L’arbre, avec sa dynamique et sa symbolique particulières, s’est progressivement imposé dans la création de Brigitte de Lanouvelle. Au début, discret et massif, il est un appui naturel servant d’assise au personnage ; ou bien son principe se devine sous l’apparence d’un homme debout, stable sur le sol, solide comme un fût, tandis qu’à son bras se penche une femme à la souplesse végétale.
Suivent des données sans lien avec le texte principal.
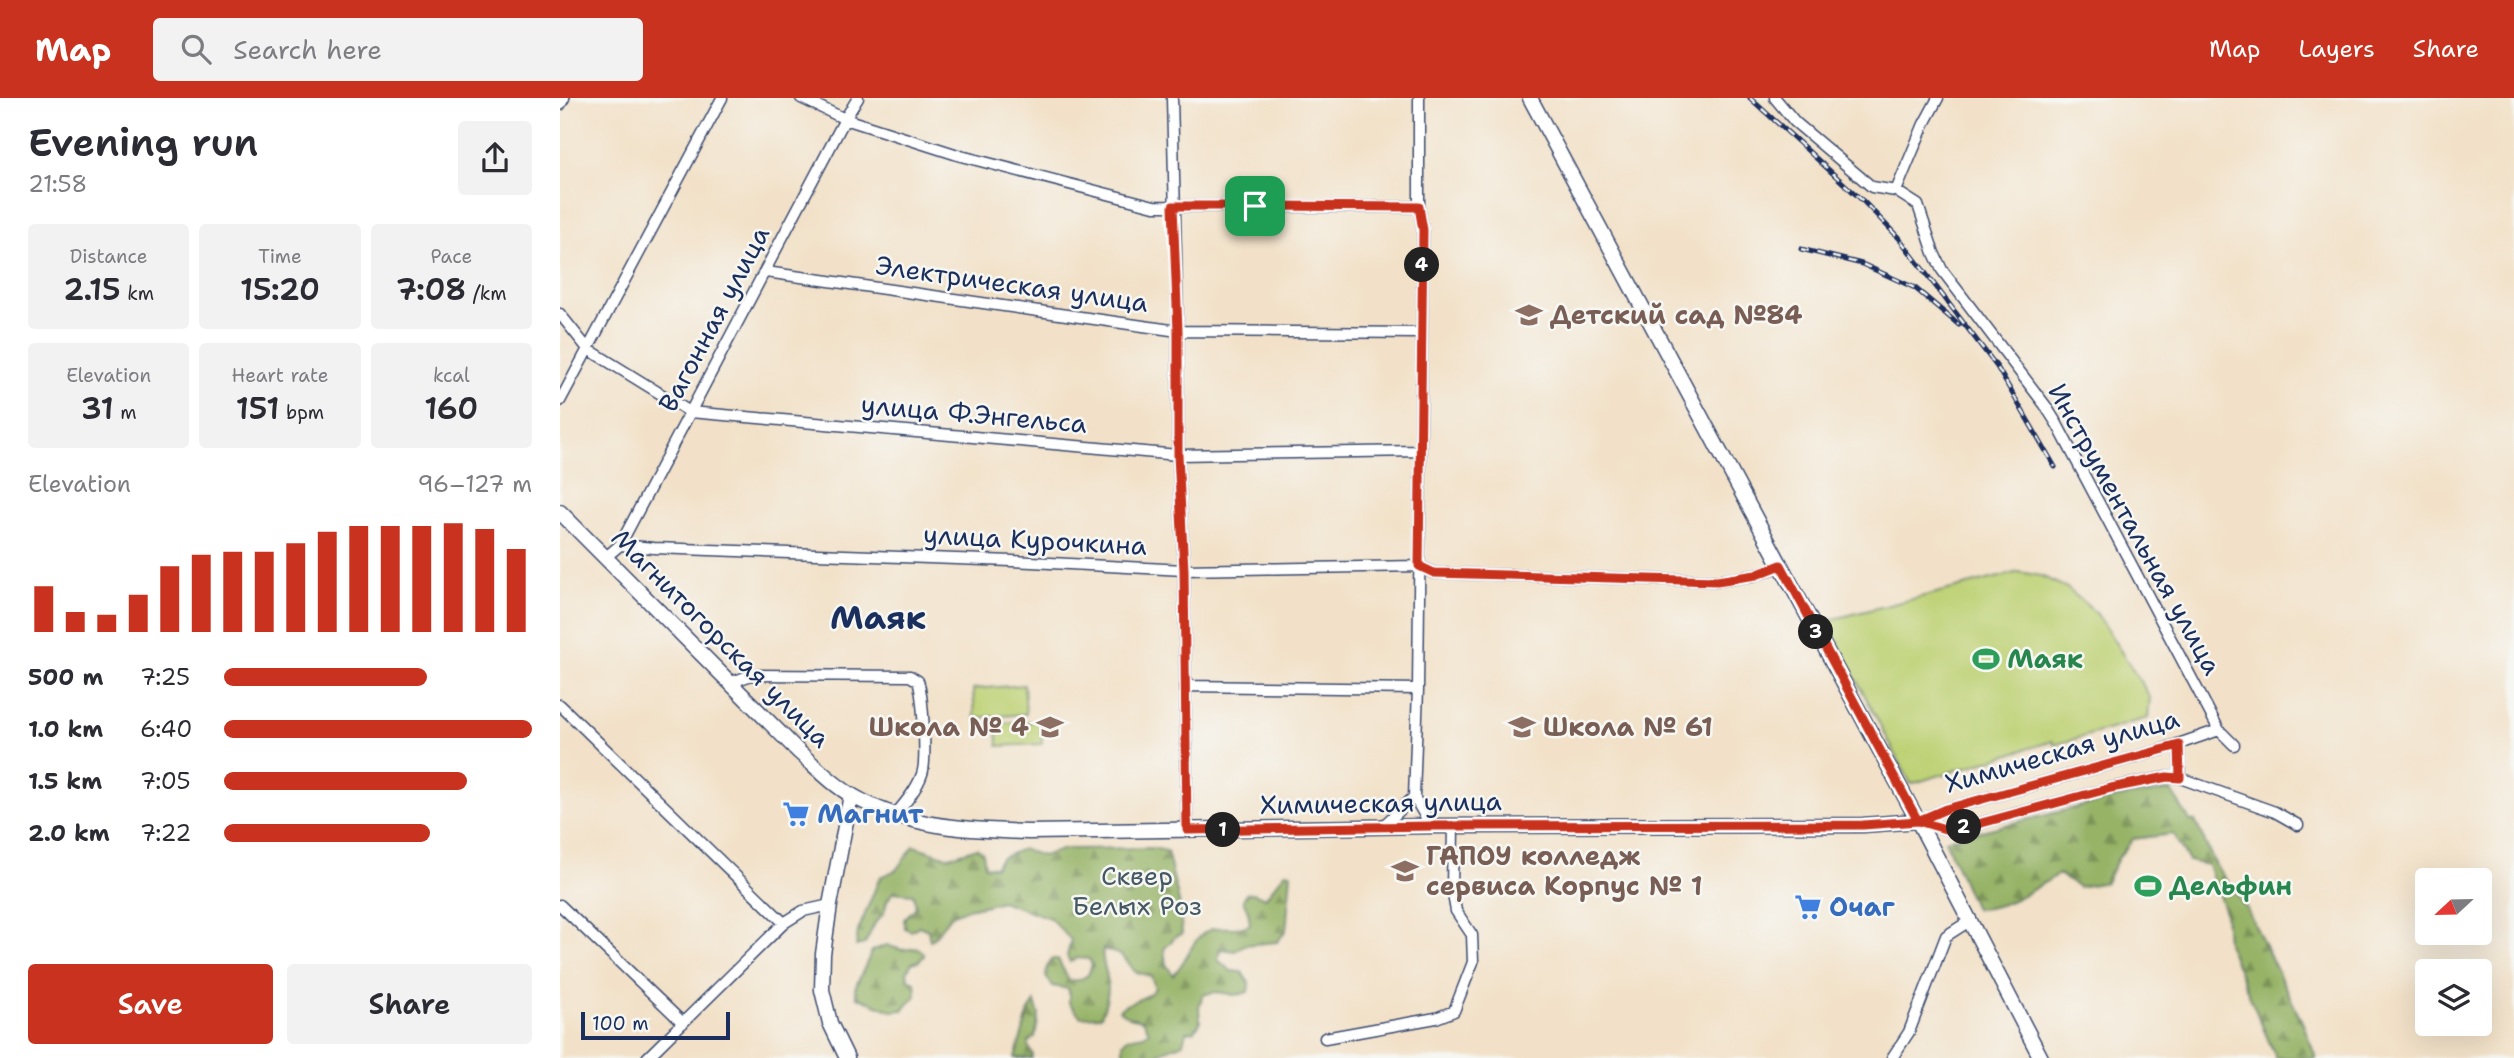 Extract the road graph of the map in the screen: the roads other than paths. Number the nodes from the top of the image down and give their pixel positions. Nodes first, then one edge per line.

Mais progressivement, à mesure que l’artiste affirme sa technique et nourrit sa réflexion, l’arbre devient un motif structurant l’inspiration, même lorsqu’il semble absent : en réalité, il est toujours là, prenant la forme d’un serpent-liane cernant un couple ou celle, inverse, d’une aile d’ange ouvrant, comme une riche feuillage, à cet autre couple un espace de réconfort.

Il y a dans les propositions sculptées de Brigitte de Lanouvelle un dialogue riche, traduit avec simplicité, entre la matière et l’esprit que le modèle de l’arbre résume : l’arbre, par son enracinement, nous renvoie à notre condition (nous sommes reliés à la terre, à la nature, aux générations passées) mais son déploiement vers le haut, sa croissance aérienne, ses arabesques végétales figurent un élan vers la hauteur, une quête vers un espace plus vaste, immatériel et céleste. Même s’il est à peine suggéré, le corps s’abandonne toujours et cède à l’appel de l’esprit.